• Task directions:
Please set down every entry again exactly as it stands, without the pictures.

• Supplied material:
--------

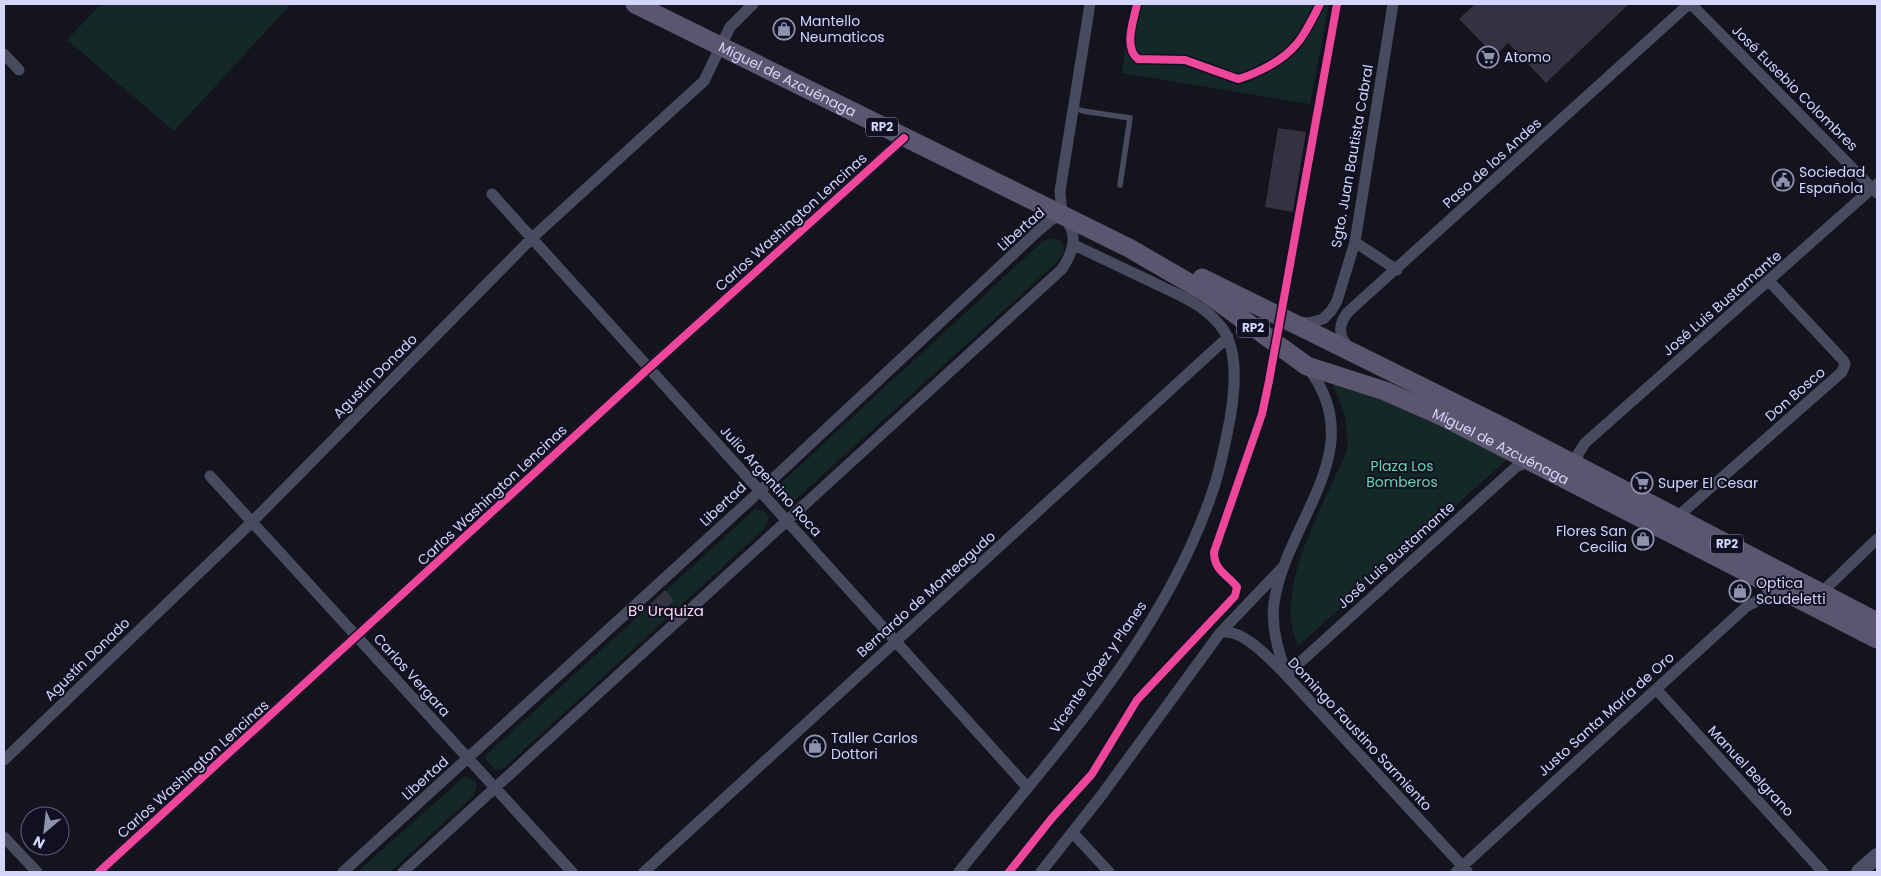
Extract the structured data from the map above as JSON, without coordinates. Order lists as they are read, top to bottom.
{
  "streets": {
    "main road": ["Miguel de Azcuénaga", "RP2"],
    "street": [
      "José Eusebio Colombres",
      "Sgto. Juan Bautista Cabral",
      "Paso de los Andes",
      "Carlos Washington Lencinas",
      "Libertad",
      "José Luis Bustamante",
      "Agustín Donado",
      "Don Bosco",
      "Julio Argentino Roca",
      "Bernardo de Monteagudo",
      "Vicente López y Planes",
      "Carlos Vergara",
      "Justo Santa María de Oro",
      "Domingo Faustino Sarmiento",
      "Manuel Belgrano"
    ]
  },
  "crossings": [
    ["Miguel de Azcuénaga", "Sgto. Juan Bautista Cabral"],
    ["Miguel de Azcuénaga", "Paso de los Andes"],
    ["Miguel de Azcuénaga", "Carlos Washington Lencinas"],
    ["Miguel de Azcuénaga", "Libertad"],
    ["Miguel de Azcuénaga", "José Luis Bustamante"],
    ["Miguel de Azcuénaga", "Agustín Donado"],
    ["Miguel de Azcuénaga", "Don Bosco"],
    ["Miguel de Azcuénaga", "Justo Santa María de Oro"],
    ["José Eusebio Colombres", "Paso de los Andes"],
    ["José Eusebio Colombres", "José Luis Bustamante"],
    ["Carlos Washington Lencinas", "Julio Argentino Roca"],
    ["Carlos Washington Lencinas", "Carlos Vergara"],
    ["Libertad", "Julio Argentino Roca"],
    ["Libertad", "Carlos Vergara"],
    ["José Luis Bustamante", "Don Bosco"],
    ["José Luis Bustamante", "Domingo Faustino Sarmiento"],
    ["Agustín Donado", "Julio Argentino Roca"],
    ["Agustín Donado", "Carlos Vergara"],
    ["Julio Argentino Roca", "Bernardo de Monteagudo"],
    ["Julio Argentino Roca", "Vicente López y Planes"],
    ["Bernardo de Monteagudo", "Vicente López y Planes"],
    ["Justo Santa María de Oro", "Domingo Faustino Sarmiento"],
    ["Justo Santa María de Oro", "Manuel Belgrano"]
  ],
  "districts": ["Bº Urquiza"],
  "parks": ["Plaza Los Bomberos"],
  "places": {
    "shop": [
      "Mantello Neumaticos",
      "Flores San Cecilia",
      "Optica Scudeletti",
      "Taller Carlos Dottori"
    ],
    "supermarket": ["Atomo", "Super El Cesar"],
    "public building": ["Sociedad Española"]
  },
  "north": "bottom left"
}
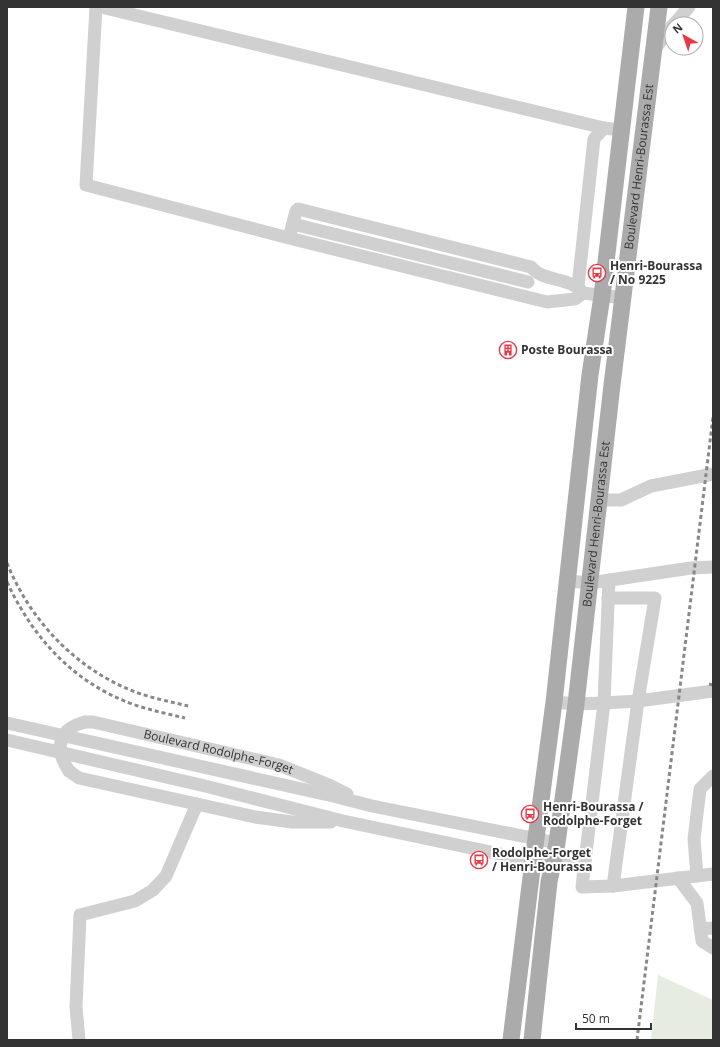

--------

• Answer:
Extract the structured data from the map above as JSON, without coordinates. Order lists as they are read, top to bottom.
{
  "streets": {
    "main road": ["Miguel de Azcuénaga", "RP2"],
    "street": [
      "José Eusebio Colombres",
      "Sgto. Juan Bautista Cabral",
      "Paso de los Andes",
      "Carlos Washington Lencinas",
      "Libertad",
      "José Luis Bustamante",
      "Agustín Donado",
      "Don Bosco",
      "Julio Argentino Roca",
      "Bernardo de Monteagudo",
      "Vicente López y Planes",
      "Carlos Vergara",
      "Justo Santa María de Oro",
      "Domingo Faustino Sarmiento",
      "Manuel Belgrano"
    ]
  },
  "crossings": [
    ["Miguel de Azcuénaga", "Sgto. Juan Bautista Cabral"],
    ["Miguel de Azcuénaga", "Paso de los Andes"],
    ["Miguel de Azcuénaga", "Carlos Washington Lencinas"],
    ["Miguel de Azcuénaga", "Libertad"],
    ["Miguel de Azcuénaga", "José Luis Bustamante"],
    ["Miguel de Azcuénaga", "Agustín Donado"],
    ["Miguel de Azcuénaga", "Don Bosco"],
    ["Miguel de Azcuénaga", "Justo Santa María de Oro"],
    ["José Eusebio Colombres", "Paso de los Andes"],
    ["José Eusebio Colombres", "José Luis Bustamante"],
    ["Carlos Washington Lencinas", "Julio Argentino Roca"],
    ["Carlos Washington Lencinas", "Carlos Vergara"],
    ["Libertad", "Julio Argentino Roca"],
    ["Libertad", "Carlos Vergara"],
    ["José Luis Bustamante", "Don Bosco"],
    ["José Luis Bustamante", "Domingo Faustino Sarmiento"],
    ["Agustín Donado", "Julio Argentino Roca"],
    ["Agustín Donado", "Carlos Vergara"],
    ["Julio Argentino Roca", "Bernardo de Monteagudo"],
    ["Julio Argentino Roca", "Vicente López y Planes"],
    ["Bernardo de Monteagudo", "Vicente López y Planes"],
    ["Justo Santa María de Oro", "Domingo Faustino Sarmiento"],
    ["Justo Santa María de Oro", "Manuel Belgrano"]
  ],
  "districts": ["Bº Urquiza"],
  "parks": ["Plaza Los Bomberos"],
  "places": {
    "shop": [
      "Mantello Neumaticos",
      "Flores San Cecilia",
      "Optica Scudeletti",
      "Taller Carlos Dottori"
    ],
    "supermarket": ["Atomo", "Super El Cesar"],
    "public building": ["Sociedad Española"]
  },
  "north": "bottom left"
}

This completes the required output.